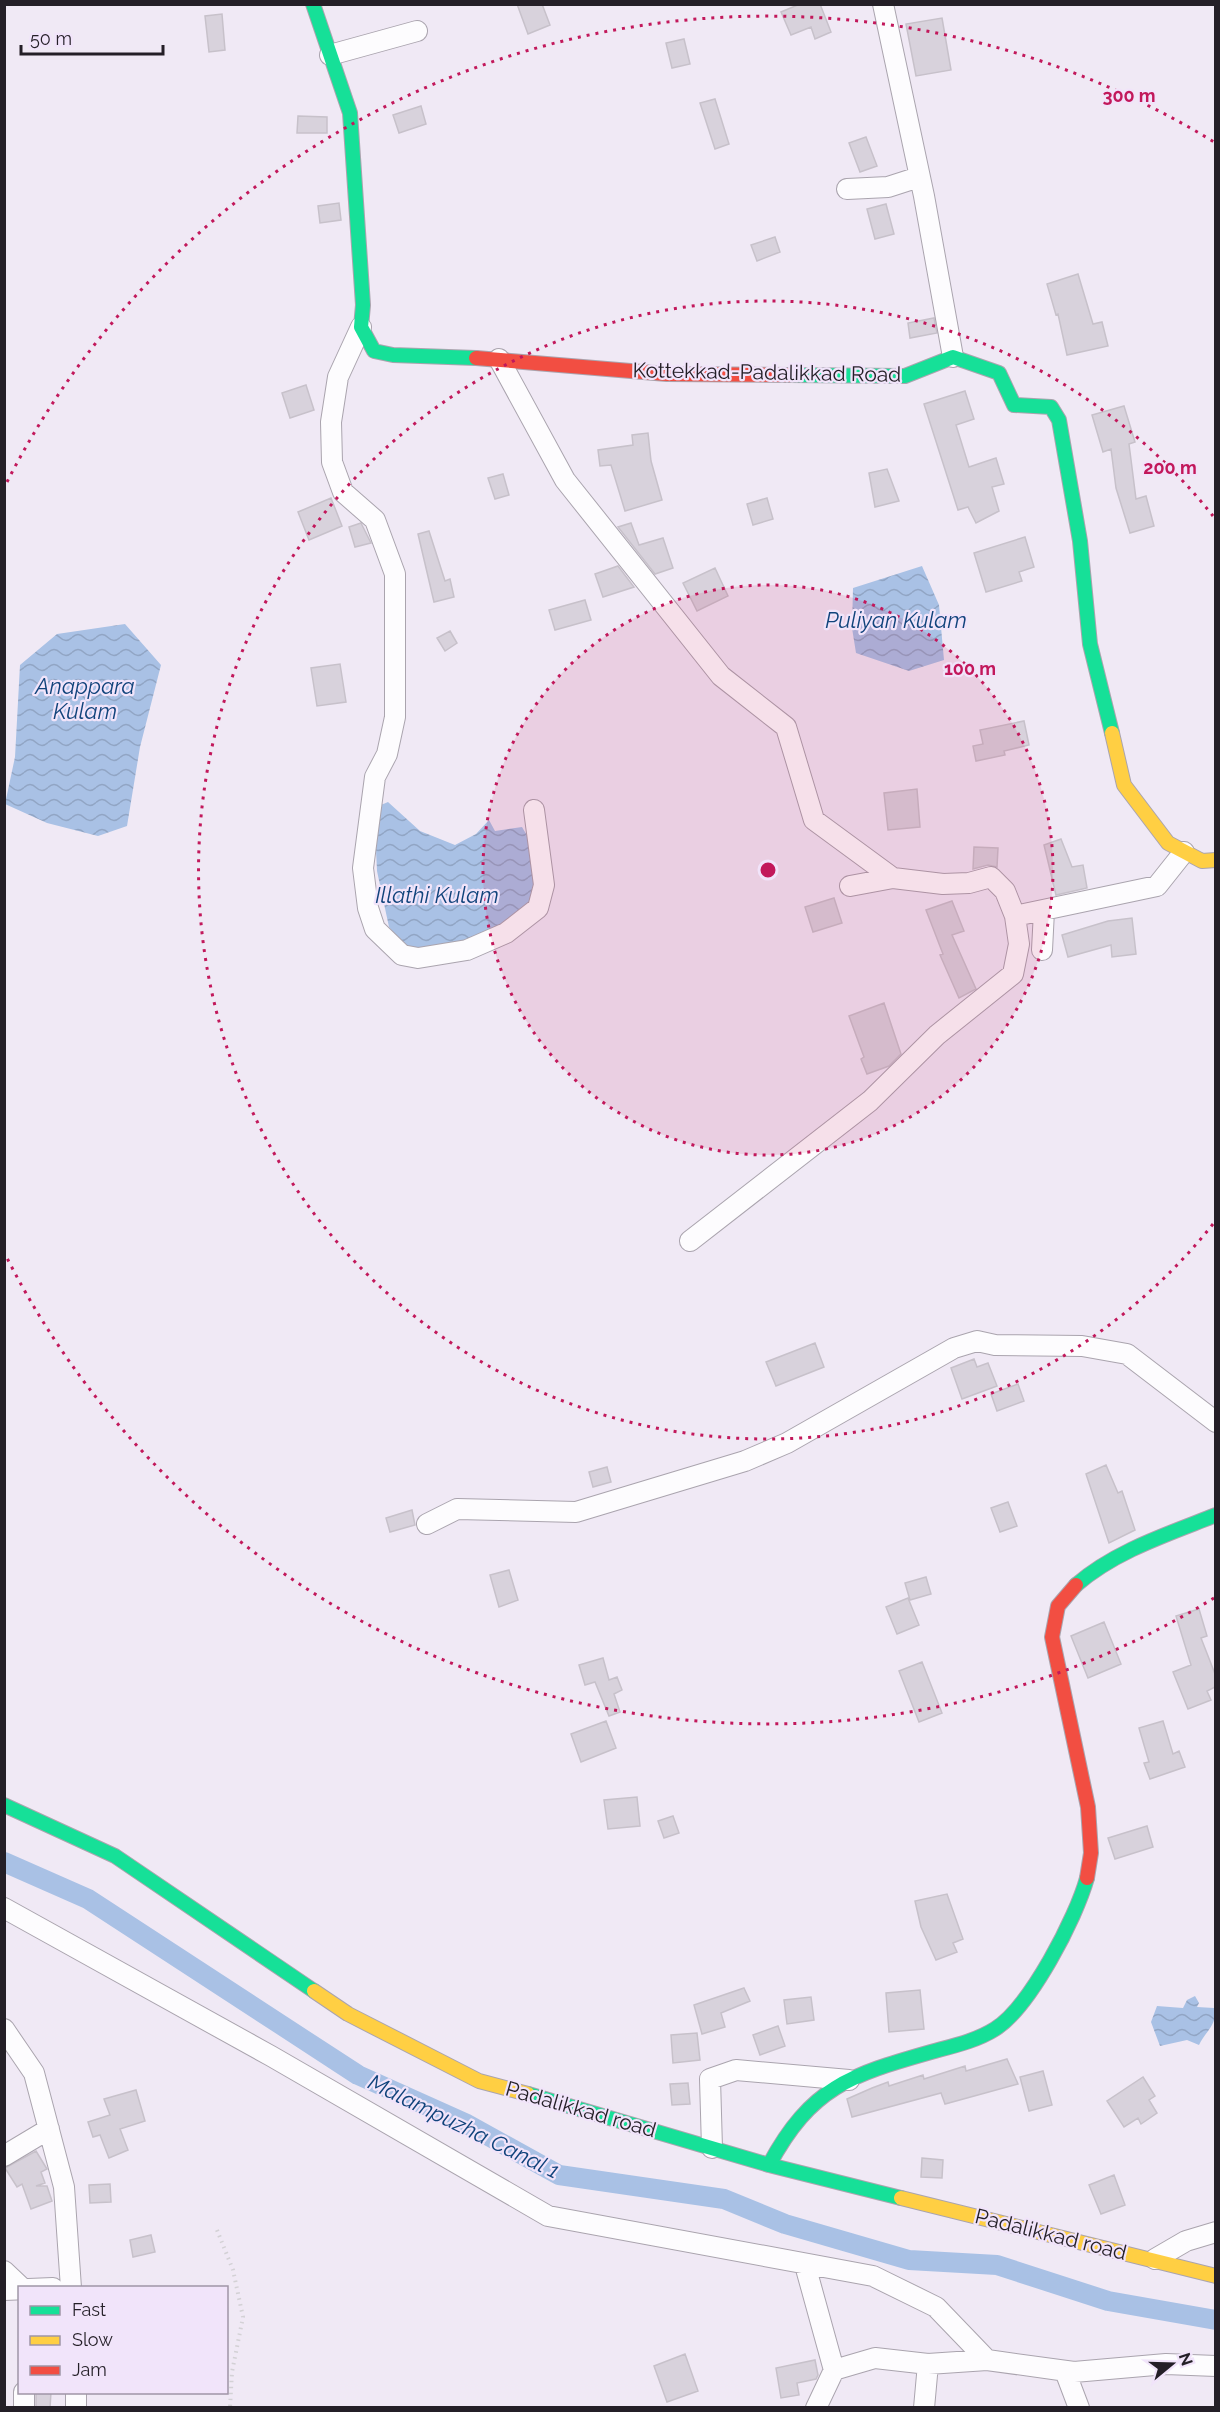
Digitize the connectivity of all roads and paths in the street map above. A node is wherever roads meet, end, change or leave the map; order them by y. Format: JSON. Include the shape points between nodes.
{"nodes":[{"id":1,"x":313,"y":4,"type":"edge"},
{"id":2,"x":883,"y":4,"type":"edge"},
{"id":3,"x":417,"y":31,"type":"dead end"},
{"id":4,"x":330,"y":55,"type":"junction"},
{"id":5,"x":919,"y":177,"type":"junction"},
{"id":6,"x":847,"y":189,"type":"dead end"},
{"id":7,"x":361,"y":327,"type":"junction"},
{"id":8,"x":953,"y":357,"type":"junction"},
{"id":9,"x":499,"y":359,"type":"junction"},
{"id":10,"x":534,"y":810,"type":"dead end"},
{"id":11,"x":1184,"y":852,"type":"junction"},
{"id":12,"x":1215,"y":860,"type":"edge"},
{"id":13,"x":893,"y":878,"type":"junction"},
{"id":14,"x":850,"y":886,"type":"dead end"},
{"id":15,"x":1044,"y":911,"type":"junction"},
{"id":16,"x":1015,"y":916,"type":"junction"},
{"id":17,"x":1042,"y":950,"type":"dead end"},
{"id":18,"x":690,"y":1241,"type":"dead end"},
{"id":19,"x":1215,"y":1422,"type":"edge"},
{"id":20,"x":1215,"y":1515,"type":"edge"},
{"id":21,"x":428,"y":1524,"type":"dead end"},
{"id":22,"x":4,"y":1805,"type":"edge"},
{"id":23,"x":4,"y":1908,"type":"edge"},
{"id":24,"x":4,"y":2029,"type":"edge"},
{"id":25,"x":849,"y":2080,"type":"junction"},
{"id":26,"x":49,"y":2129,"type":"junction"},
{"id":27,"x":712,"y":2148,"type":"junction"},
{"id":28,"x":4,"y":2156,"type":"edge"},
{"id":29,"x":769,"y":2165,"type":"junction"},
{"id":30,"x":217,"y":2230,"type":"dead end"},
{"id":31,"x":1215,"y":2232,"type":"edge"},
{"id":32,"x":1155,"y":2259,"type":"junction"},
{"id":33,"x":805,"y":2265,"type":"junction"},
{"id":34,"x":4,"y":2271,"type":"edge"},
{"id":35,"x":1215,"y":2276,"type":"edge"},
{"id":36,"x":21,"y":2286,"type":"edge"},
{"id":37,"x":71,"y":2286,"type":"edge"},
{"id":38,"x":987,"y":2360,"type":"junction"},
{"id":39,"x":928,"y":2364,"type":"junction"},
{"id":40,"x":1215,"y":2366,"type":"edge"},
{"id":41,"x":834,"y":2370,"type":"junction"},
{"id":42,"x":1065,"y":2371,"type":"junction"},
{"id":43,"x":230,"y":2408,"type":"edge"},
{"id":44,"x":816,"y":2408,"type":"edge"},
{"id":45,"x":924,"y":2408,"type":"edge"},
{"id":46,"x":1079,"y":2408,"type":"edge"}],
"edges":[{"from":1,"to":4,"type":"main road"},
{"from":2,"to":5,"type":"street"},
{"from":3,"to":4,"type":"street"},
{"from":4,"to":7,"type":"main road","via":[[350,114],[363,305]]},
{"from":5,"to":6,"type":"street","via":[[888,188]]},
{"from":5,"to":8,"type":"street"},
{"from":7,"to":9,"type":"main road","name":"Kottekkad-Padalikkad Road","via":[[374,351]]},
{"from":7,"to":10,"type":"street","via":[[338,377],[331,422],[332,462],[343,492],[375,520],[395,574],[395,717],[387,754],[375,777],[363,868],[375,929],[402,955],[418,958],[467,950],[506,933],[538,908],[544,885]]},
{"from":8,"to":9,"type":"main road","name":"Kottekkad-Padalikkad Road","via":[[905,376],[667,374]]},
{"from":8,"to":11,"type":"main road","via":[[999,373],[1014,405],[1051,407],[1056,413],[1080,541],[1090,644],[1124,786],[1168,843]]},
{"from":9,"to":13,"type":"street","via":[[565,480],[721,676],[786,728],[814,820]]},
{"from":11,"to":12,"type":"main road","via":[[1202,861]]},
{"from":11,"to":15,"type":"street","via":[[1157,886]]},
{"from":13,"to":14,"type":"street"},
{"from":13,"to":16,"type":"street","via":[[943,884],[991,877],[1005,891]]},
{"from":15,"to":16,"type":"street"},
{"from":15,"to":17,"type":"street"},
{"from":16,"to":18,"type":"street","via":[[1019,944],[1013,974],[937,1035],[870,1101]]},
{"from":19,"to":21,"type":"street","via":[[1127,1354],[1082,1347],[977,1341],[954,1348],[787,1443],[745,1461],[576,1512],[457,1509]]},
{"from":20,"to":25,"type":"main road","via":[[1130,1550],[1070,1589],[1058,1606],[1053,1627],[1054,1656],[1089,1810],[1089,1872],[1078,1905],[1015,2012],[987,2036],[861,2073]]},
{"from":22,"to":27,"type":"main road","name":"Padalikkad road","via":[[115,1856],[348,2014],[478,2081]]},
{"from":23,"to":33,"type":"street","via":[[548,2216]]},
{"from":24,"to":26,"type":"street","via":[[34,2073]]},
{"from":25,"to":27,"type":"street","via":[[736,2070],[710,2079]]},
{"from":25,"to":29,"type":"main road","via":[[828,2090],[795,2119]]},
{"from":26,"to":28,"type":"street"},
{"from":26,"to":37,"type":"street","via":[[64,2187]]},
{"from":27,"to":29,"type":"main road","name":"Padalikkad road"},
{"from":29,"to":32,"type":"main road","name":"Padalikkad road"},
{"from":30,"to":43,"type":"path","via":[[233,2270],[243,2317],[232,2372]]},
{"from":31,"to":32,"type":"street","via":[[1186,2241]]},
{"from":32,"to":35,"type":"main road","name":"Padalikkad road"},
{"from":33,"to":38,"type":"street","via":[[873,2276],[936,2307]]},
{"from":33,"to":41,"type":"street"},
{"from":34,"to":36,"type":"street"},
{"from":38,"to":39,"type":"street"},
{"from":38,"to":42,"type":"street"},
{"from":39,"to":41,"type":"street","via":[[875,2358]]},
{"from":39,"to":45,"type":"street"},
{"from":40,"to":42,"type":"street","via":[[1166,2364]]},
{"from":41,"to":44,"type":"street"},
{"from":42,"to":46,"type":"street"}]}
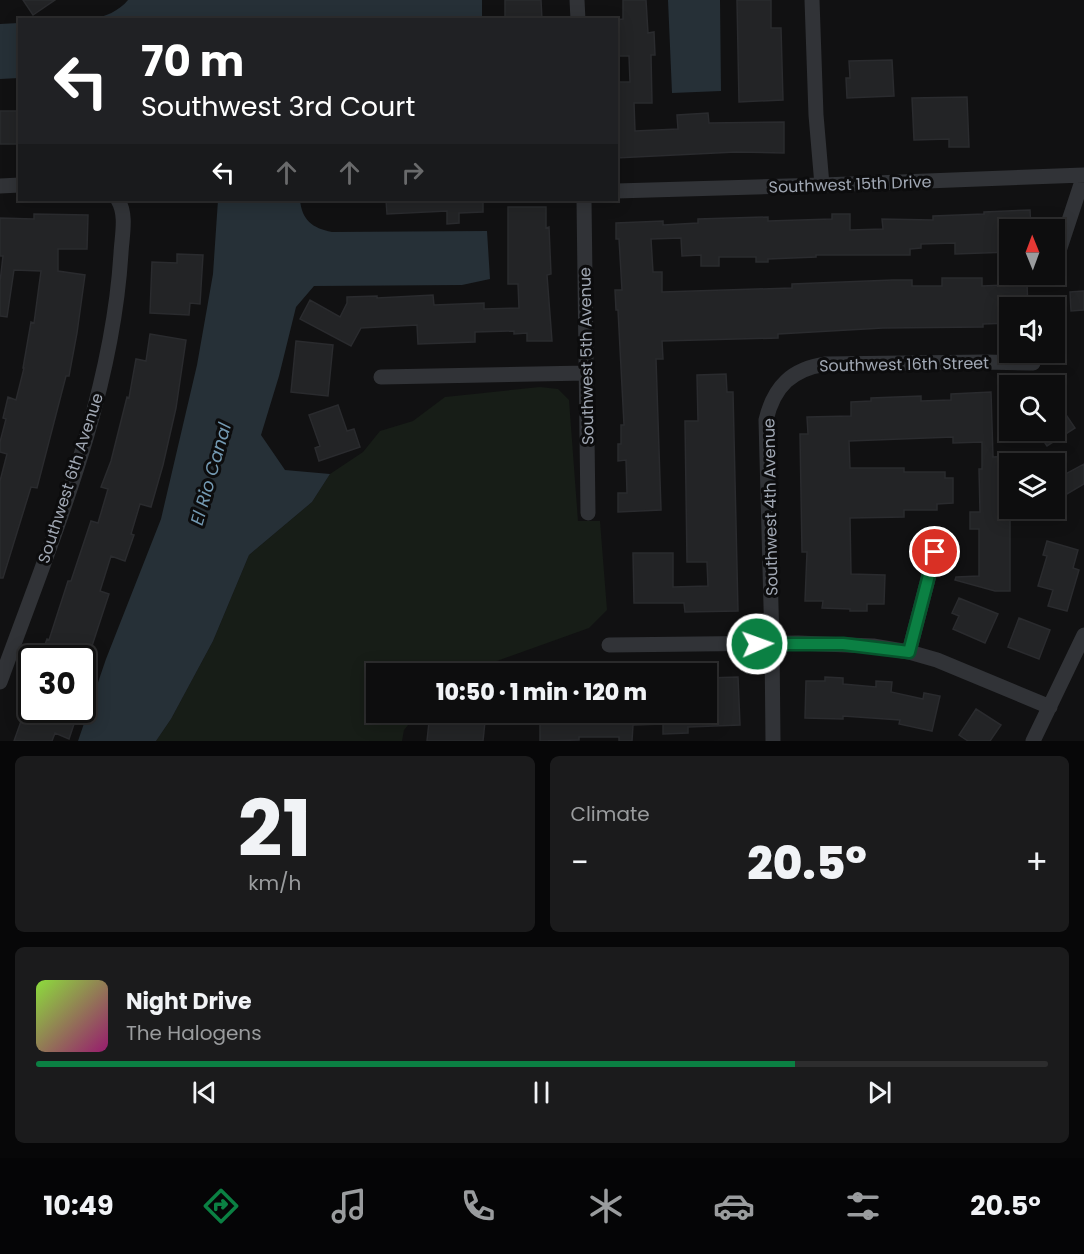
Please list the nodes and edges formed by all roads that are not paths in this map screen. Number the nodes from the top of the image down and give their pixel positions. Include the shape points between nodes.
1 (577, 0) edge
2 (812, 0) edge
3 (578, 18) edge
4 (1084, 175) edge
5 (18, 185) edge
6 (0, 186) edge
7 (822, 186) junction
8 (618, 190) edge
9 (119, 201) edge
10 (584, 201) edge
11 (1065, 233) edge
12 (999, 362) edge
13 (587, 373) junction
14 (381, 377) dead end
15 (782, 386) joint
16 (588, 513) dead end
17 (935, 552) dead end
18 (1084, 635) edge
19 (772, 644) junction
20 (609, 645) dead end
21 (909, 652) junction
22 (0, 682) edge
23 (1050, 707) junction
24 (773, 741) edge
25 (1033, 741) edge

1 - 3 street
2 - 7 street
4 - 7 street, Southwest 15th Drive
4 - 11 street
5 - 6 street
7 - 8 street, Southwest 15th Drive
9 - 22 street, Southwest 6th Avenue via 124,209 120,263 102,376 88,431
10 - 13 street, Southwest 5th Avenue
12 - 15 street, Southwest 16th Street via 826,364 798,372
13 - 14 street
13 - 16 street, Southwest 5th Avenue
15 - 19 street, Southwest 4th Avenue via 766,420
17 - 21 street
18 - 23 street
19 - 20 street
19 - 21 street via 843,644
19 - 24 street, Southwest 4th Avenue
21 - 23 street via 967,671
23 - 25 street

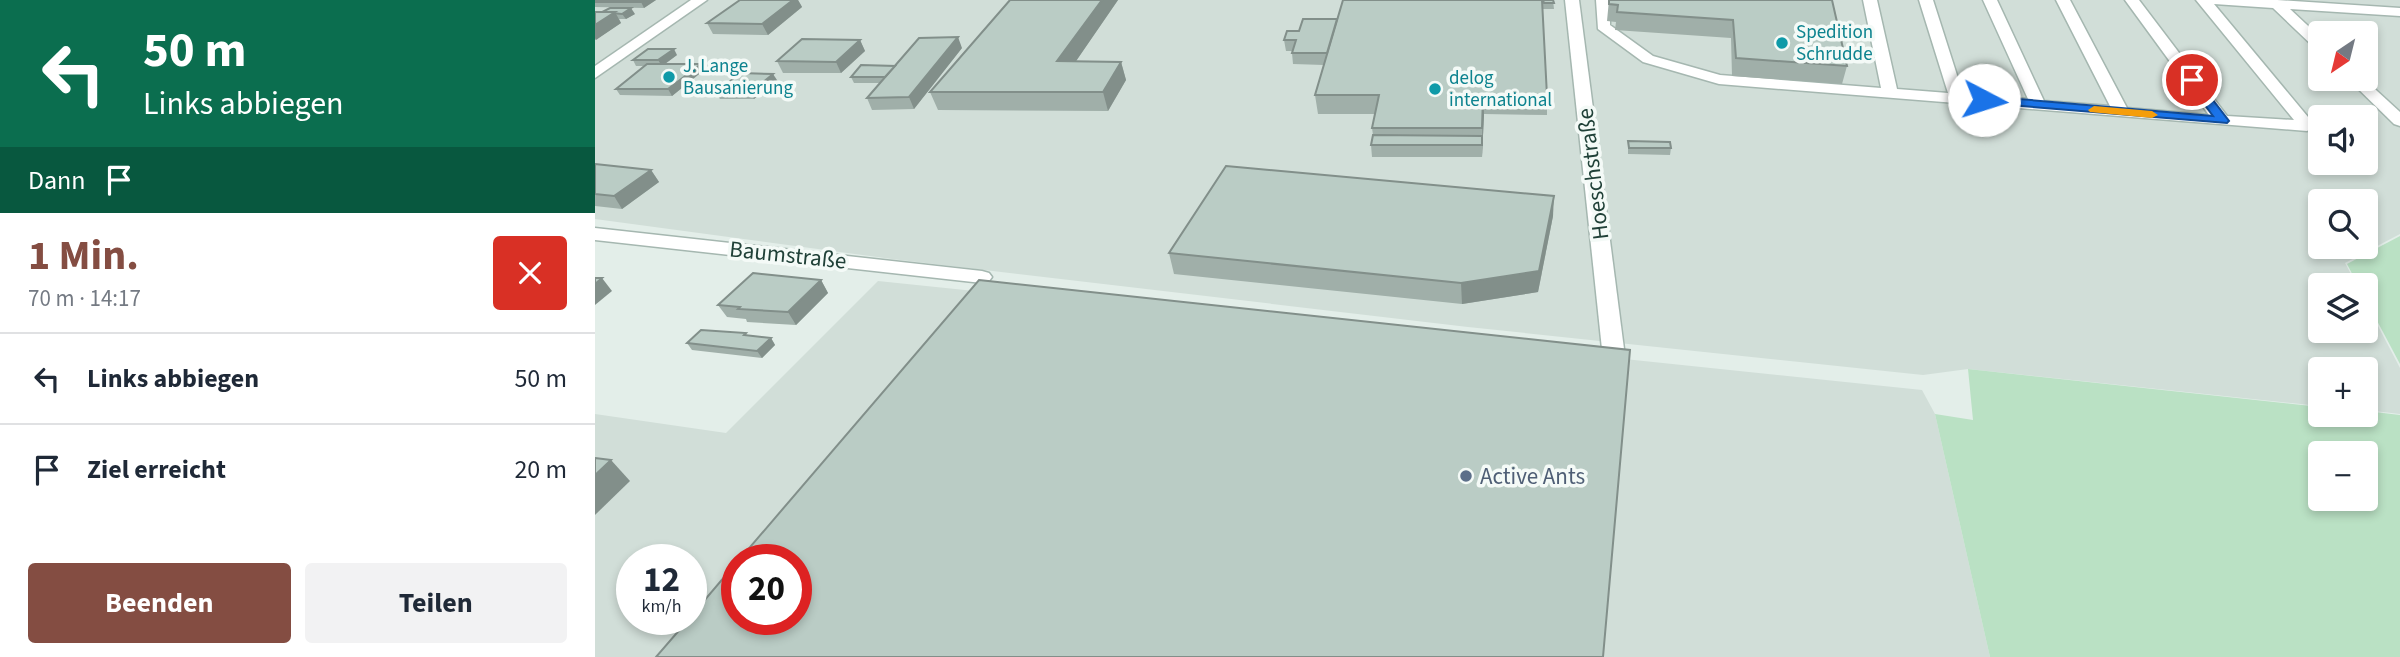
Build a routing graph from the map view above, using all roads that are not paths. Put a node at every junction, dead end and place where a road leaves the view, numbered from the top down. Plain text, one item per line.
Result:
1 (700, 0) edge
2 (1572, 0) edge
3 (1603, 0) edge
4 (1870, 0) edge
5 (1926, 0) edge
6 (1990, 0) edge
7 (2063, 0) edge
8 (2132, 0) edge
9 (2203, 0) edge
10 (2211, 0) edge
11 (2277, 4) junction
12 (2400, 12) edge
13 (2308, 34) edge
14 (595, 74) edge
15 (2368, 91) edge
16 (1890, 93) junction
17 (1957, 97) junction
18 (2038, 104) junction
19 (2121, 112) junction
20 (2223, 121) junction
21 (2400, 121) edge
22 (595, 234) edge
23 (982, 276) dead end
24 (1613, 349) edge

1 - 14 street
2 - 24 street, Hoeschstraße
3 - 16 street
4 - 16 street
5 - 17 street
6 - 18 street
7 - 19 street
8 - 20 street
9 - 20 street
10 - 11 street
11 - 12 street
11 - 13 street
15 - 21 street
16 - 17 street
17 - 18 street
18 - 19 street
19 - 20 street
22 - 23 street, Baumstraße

(What this task involves)
Scan the listing above. Gather each line that contains the word "Padalikkad".

(Exercise result)
{"from":7,"to":9,"type":"main road","name":"Kottekkad-Padalikkad Road","via":[[374,351]]},
{"from":8,"to":9,"type":"main road","name":"Kottekkad-Padalikkad Road","via":[[905,376],[667,374]]},
{"from":22,"to":27,"type":"main road","name":"Padalikkad road","via":[[115,1856],[348,2014],[478,2081]]},
{"from":27,"to":29,"type":"main road","name":"Padalikkad road"},
{"from":29,"to":32,"type":"main road","name":"Padalikkad road"},
{"from":32,"to":35,"type":"main road","name":"Padalikkad road"},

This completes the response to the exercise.